The Tailor of Panama takes place in 2001, a mere two years after the US handed over the Panama Canal to Panama. A British spy is banished to Panama after some mishap during a previous mission. He ferrets out a British ex-pat who is laying low but has good contacts among the political elites in Panama: a tailor.
The tailor of course is not whom he appears. He has a past. A past that the British spy uses against him. After a stint in prison, the tailor moved to Panama and reinvented himself. He is now a successful, posh tailor for all the elites in Panama. He is married to a woman who works high in the government. Every day he cooks breakfast for their kids and takes them to school. Life is idyllic. Until the British spy enters the picture.
He wants dirt. He wants to know what is going on behind the scenes in Panama and pressures the tailor to introduce him to the political elites that he rubs elbows with in his trade. Nothing really is amiss. Sure, Panamanian society and politics is corrupt. But Noriega has long been removed from power. Nothing is really going on in Panama. At least nothing that other spy organizations know about.
And yet here is this British spy pressuring the tailor to bring him dirt. If he doesn’t, he will reveal the tailor’s past and stop payments that the tailor needs to pay off his debts. What to do? Well, feed him a line: the government is looking for someone to sell the canal to. The British spy is very interested.
He wants this information not so much to get himself out of exile with the British spy agencies but to line his pockets with money so he can disappear into retirement.
Only things take a dramatic turn. This charade—a lie from the tailor to give the spy what he wants and bribery from the spy so he can disappear into a life of comfort—set in motion a US invasion of Panama. The Panama Canal being sold—quite possibly to China—is a security threat that must be stopped.
Suddenly the tailor and his wife through her connections in government are trying to stop everything set in motion.

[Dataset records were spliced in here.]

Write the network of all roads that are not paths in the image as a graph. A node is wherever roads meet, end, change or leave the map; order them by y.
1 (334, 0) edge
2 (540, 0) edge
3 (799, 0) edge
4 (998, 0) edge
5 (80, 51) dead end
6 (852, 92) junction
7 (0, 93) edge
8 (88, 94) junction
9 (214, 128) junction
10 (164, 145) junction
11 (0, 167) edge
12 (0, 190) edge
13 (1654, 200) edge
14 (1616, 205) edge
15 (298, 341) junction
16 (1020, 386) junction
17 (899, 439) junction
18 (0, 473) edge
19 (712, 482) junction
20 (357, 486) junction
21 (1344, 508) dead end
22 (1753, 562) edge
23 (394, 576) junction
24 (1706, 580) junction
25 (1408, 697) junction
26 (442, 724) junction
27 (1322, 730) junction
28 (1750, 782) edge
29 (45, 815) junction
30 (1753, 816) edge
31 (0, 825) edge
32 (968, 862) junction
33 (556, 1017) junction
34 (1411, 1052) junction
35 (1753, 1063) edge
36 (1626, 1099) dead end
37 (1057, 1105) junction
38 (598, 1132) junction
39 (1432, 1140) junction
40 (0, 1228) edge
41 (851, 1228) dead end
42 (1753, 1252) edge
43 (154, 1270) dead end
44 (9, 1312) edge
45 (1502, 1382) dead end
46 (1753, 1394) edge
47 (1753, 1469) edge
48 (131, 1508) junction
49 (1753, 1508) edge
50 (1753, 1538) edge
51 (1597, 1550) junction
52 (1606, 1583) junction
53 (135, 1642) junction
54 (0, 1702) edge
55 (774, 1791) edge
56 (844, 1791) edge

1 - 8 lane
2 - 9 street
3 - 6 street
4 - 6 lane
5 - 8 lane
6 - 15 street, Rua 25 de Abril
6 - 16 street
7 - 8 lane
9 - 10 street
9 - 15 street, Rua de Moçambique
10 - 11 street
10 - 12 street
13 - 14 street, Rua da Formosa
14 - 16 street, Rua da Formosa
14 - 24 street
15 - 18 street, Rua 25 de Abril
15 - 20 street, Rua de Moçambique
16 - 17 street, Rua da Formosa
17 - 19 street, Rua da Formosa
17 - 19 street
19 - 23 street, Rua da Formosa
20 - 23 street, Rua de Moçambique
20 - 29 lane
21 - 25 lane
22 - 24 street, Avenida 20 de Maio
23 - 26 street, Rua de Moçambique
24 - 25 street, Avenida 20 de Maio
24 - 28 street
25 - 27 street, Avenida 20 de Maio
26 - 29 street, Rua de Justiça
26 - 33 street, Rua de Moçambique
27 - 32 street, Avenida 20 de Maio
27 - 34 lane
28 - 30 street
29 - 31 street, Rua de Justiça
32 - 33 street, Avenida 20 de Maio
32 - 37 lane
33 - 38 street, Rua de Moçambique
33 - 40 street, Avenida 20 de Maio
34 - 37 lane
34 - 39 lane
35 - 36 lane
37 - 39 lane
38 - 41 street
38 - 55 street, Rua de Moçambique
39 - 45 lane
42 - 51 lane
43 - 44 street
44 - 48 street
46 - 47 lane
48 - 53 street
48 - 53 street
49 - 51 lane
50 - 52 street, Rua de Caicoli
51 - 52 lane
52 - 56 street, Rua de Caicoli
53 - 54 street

The spy pays off the British ambassador to Panama and leaves the country with millions of dollars. The shady immorality of the spying world is alive and well.
Although made in 2001, the movie had a 1980s or 1990s feel to it for me. It is definitely not a good spy vs. bad spy movie—the so-called good spy is actually a very, very bad spy. Lives and almost an entire country are ruined for profit. Morality is ambiguous or non-existent.